Former Japanese Prime Minister Shinzo Abe gunned down while giving speech
Former Japanese Prime Minister Shinzo Abe was shot and killed during a campaign speech in western Japan on Friday, hospital officials said.
Abe, 67, was just minutes into his speech on a street in Nara when he was shot from behind. He was airlifted to Nara Medical University Hospital for emergency treatment, but his heart had already stopped and he had no vital signs. He was later pronounced dead, hospital officials said at a press conference Friday.

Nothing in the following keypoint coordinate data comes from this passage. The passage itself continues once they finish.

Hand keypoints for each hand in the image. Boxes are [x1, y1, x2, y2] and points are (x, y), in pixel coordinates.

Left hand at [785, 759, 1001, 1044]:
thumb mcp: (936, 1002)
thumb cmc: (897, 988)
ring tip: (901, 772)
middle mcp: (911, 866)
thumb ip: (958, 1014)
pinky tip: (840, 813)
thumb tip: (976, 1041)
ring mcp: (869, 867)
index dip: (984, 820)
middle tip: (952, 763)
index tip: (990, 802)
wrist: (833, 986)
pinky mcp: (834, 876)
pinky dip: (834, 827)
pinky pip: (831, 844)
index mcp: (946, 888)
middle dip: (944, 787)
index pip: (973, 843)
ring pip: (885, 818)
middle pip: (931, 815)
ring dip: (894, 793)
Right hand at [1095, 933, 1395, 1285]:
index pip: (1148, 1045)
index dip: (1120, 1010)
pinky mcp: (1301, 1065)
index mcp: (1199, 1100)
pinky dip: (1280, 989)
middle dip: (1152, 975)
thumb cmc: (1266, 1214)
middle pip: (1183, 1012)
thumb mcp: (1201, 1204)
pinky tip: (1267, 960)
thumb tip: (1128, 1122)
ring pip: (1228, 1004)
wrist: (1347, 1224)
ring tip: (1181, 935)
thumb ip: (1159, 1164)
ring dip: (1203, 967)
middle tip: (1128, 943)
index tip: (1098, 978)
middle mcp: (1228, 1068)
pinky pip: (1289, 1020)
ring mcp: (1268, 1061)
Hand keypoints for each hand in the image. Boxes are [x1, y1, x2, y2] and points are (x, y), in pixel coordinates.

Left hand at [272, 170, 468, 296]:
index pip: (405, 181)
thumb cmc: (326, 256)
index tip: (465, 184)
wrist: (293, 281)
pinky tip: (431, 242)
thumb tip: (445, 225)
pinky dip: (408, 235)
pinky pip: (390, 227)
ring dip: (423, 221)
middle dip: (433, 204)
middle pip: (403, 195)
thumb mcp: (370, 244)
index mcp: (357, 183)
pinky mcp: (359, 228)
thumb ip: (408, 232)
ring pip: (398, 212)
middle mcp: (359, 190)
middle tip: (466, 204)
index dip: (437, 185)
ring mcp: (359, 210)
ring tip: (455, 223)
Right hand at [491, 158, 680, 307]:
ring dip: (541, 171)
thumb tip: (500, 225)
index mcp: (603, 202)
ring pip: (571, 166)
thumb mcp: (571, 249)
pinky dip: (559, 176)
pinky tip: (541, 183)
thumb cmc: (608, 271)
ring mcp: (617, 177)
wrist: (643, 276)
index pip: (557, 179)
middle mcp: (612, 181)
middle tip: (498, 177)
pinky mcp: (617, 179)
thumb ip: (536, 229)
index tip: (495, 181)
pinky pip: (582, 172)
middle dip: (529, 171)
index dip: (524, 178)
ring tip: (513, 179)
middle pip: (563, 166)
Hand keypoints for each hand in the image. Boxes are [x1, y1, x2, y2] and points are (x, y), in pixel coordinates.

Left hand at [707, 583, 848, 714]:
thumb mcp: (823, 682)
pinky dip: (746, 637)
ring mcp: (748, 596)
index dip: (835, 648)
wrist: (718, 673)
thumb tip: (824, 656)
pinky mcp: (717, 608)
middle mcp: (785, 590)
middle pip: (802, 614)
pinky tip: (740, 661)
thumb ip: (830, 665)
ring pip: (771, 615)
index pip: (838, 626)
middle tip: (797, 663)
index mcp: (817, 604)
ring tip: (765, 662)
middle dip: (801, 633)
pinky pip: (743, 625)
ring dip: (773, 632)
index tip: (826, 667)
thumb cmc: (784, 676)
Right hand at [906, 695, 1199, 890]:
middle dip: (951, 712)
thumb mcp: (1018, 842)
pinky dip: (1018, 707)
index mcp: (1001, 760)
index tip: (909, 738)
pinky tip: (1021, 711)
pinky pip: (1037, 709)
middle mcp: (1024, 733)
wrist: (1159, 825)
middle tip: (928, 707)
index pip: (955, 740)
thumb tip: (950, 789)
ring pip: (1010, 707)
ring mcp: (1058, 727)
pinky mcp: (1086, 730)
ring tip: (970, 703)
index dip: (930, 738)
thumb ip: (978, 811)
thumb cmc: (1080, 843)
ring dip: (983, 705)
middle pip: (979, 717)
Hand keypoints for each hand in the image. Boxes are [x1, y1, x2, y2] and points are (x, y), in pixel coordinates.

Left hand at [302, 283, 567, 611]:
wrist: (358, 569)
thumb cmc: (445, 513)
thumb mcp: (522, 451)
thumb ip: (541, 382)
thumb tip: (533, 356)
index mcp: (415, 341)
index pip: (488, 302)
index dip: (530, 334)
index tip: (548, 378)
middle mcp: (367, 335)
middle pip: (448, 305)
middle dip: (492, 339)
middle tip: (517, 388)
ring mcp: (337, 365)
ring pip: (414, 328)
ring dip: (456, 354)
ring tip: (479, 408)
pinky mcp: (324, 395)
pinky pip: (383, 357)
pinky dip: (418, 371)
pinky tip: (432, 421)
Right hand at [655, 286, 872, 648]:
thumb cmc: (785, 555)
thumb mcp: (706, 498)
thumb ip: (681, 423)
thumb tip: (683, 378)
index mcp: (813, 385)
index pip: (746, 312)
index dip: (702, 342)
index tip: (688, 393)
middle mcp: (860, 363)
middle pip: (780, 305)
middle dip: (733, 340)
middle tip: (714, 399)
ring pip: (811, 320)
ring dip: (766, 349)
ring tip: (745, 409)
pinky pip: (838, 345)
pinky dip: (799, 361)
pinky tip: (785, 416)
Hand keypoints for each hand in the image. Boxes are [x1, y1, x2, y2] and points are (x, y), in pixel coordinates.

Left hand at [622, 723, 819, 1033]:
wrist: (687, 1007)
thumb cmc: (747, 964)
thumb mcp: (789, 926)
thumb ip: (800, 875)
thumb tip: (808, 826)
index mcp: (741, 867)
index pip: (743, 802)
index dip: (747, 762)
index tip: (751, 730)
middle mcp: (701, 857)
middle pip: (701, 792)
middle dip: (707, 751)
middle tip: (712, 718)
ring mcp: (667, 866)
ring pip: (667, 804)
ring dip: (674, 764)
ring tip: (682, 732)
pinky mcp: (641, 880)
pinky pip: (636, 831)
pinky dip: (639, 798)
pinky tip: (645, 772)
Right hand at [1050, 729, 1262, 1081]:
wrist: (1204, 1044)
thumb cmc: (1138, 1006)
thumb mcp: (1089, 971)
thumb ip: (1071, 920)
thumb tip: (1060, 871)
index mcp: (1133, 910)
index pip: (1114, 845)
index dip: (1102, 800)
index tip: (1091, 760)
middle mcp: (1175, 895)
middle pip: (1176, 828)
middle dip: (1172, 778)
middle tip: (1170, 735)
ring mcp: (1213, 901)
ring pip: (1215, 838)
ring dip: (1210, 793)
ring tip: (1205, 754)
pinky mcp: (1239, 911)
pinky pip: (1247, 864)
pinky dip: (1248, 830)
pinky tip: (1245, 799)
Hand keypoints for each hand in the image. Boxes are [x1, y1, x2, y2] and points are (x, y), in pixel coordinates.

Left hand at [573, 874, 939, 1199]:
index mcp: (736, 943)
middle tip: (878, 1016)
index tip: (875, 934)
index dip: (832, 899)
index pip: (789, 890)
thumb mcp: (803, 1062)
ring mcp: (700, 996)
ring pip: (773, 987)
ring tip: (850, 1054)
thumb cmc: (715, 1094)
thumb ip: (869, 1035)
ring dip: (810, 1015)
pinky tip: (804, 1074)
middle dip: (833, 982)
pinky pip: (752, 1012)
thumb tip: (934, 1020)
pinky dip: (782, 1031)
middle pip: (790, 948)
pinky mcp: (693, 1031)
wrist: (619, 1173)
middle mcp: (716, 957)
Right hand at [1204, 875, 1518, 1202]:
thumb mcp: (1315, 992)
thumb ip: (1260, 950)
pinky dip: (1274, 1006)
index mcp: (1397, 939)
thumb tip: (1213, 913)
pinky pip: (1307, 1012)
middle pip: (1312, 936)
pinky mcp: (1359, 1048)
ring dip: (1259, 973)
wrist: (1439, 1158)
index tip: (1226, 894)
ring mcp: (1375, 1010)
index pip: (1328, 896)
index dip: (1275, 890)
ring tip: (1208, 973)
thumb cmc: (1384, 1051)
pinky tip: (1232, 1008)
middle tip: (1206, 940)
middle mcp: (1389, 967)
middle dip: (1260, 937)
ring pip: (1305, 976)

Abe sustained two gunshot wounds to the right side of his neck. Doctors tried to stop the bleeding but the bullet had travelled to Abe's heart and they could not resuscitate him. Abe's wife was by his side at the hospital when he died, according to hospital officials.
Nara prefectural police arrested the alleged gunman identified as 41-year-old Tetsuya Yamagami and recovered a weapon described as a handmade shotgun at the scene of the attack on Friday, according to Japanese public broadcaster NHK, a partner of ABC News.
Citing Japanese defense sources, NHK reported that Yamagami served in the Japan Maritime Self-Defense Force for three years in the 2000s.
The attack and a motive remains under investigation, but police said the suspect told investigators that he was dissatisfied with the former prime minister and intended to kill him, according to NHK.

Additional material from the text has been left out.